Figure 7. Patterns of transcription factor motif enrichments within promoters of genes from the Haddad et al. dataset.

Each column in the matrix represents three clusters of genes: the common upregulated genes between the Haddad et al. and AMC datasets, and the genes uniquely upregulated and downregulated in the Haddad dataset. Each row represents a transcription factor binding element. Each profile (column) corresponds to those in Figure 1C, and each colored block in the matrix indicates a pair of motif and gene cluster for which a fraction (indicated in the blocks) of the genes in the profile is enriched for the motif (Pscan score of ≥0.95). The color of the blocks correspond to the fraction of genes in the profile enriched for each transcription factor binding motif, and corresponds with the color scale shown on the right.

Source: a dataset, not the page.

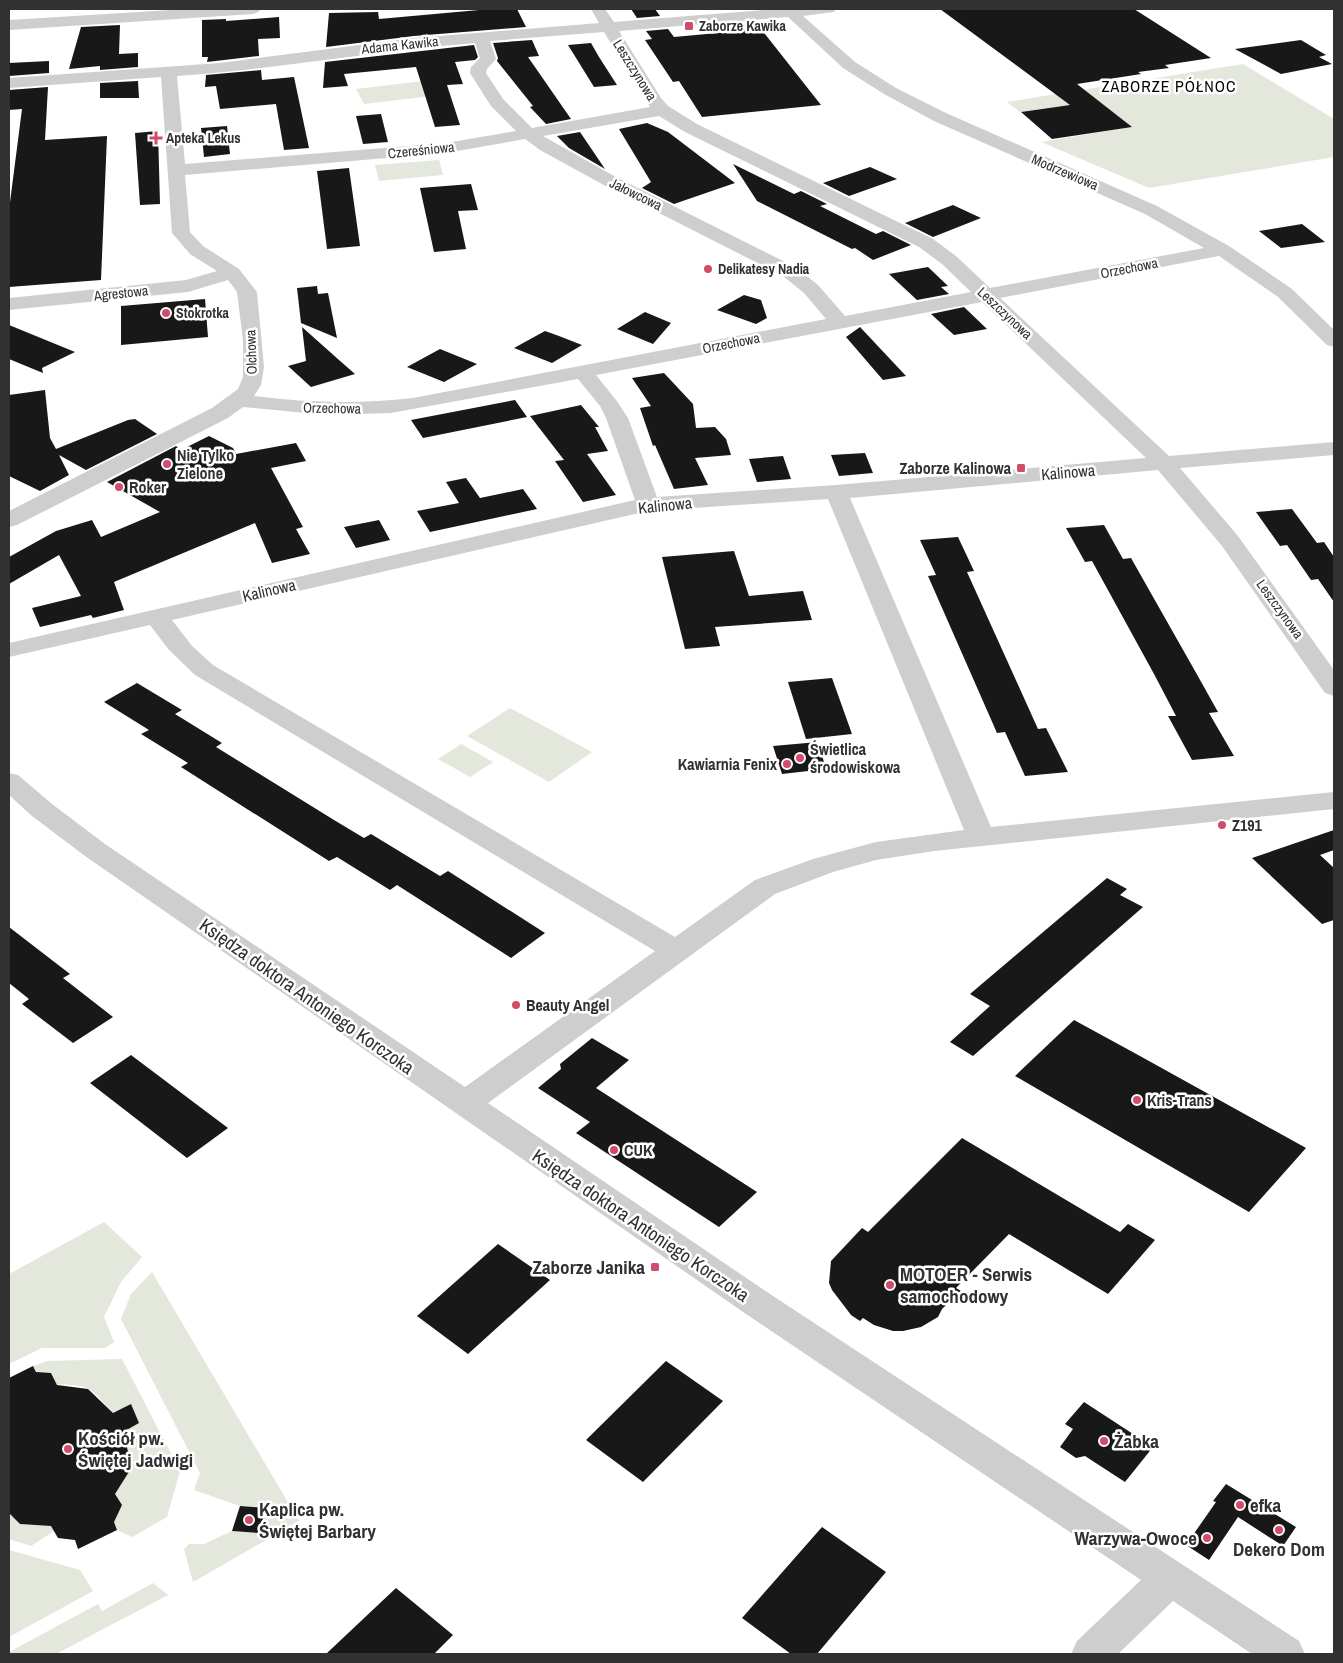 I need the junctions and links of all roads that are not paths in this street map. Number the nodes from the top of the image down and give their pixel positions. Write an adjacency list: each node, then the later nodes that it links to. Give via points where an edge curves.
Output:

Figure 8. Gene regulatory network of the Haddad et al. dataset inferred from transcription factor binding motif results.

Double circles represent binding motifs and ovals represent genes. Lines between motifs and genes represent inferred regulation based on Pscan motif analysis. The genes and respective connecting lines are colored based on the grouping in Figure 7: common genes with AMC dataset (red), upregulated genes (green), and downregulated genes (blue).